Como si vagase entre los plátanos húmedos, su voz permanecerá largo rato en la plaza silenciosa.

Cuando regrese a casa, pasadas las 11, las nubes habrán desaparecido y la mañana habrá adquirido un tono azulado y brillante. Es domingo, y mucha gente pasea por las calles aún empapadas. Hay hombres insolentes que lanzan sus miradas llenas de soberbia sobre los otros, y hombres acobardados, que rehúyen los ojos ajenos. Mujeres emperifolladas que aprietan el misal entre las manos, anhelando ser vistas, y jovencitas flacas como husos que caminan vergonzosas, humilladas bajo el peso mojigato de sus mantillas. Hay tullidos mendigando, y viejas malolientes y enfermas que estiran la mano y parecen a punto de agonizar. Y niños, muchos niños, crías y crios revoltosos, tranquilos, harapientos, endomingados, llenos de piojos, rollizos, crías y crios que aún van rodeados de su halo de candidez, ignorantes de la vida pequeña y marchita que les espera, probablemente felices.

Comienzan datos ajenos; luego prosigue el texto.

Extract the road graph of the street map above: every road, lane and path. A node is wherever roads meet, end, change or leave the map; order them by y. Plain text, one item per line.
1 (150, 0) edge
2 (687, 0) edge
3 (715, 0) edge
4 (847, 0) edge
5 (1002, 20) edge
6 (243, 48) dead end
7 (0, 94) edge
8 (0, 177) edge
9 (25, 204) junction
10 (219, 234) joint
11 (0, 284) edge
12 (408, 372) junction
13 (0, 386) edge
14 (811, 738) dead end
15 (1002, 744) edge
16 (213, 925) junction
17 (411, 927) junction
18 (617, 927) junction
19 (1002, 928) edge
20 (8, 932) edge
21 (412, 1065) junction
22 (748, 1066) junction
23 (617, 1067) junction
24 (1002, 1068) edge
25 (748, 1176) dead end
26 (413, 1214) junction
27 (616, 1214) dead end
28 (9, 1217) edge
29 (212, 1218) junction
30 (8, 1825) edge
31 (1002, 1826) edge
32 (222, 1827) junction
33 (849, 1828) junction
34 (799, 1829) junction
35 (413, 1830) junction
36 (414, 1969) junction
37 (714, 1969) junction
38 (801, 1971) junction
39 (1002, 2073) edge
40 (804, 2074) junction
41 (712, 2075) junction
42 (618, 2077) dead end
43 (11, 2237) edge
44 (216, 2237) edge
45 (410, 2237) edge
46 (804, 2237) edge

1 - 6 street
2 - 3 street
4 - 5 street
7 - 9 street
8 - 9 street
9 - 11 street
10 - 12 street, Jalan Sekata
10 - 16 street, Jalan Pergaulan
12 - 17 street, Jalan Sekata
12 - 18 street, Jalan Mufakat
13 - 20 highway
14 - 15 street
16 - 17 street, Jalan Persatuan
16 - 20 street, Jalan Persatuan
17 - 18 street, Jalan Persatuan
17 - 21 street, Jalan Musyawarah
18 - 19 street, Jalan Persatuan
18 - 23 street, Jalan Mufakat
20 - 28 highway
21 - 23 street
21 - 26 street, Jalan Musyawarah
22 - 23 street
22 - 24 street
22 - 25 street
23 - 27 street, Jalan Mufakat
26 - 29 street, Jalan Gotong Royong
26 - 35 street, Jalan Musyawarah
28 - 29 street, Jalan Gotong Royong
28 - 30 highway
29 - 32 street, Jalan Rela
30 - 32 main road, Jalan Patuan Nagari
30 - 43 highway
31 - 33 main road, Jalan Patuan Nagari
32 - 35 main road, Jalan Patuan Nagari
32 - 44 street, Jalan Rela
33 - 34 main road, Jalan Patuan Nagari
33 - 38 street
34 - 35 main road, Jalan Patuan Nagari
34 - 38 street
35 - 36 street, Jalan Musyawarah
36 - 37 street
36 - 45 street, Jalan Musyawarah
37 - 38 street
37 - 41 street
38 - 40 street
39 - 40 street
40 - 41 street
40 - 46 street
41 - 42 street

Al llegar delante del Ayuntamiento -en el que ya habrán comenzado las obras de reconstrucción que tratan de borrar del edificio el recuerdo de los bombardeos-, Letrita se tropezará con un grupo de falangistas. Ocupan buena parte de la plaza, cantando a voz en cuello el Cara al sol, alzados y firmes los brazos. La gente que pasa les devuelve el saludo y grita con ellos ¡Viva Franco! y ¡Arriba España! Algunos incluso se detienen a cantar. Letrita se alejará nerviosa del lugar, aunque aún alcanzará a ver cómo varios falangistas rodean amenazadores a un campesino. El hombre, pequeño y enjuto, ha pasado a su lado sin levantar el brazo y ni siquiera mirarlos. ¿Acaso no los ha visto o lo ha hecho a propósito? Un tipo recio, de bigote fino y mirada torcida lo agarrará por los hombros y le preguntará. El campesino se sentirá asustado, callará, bajará la vista al suelo, balbuceará una disculpa, buscará luego con los ojos una ayuda que no habrá de llegar. De pronto, el falangista echará mano a su pistola.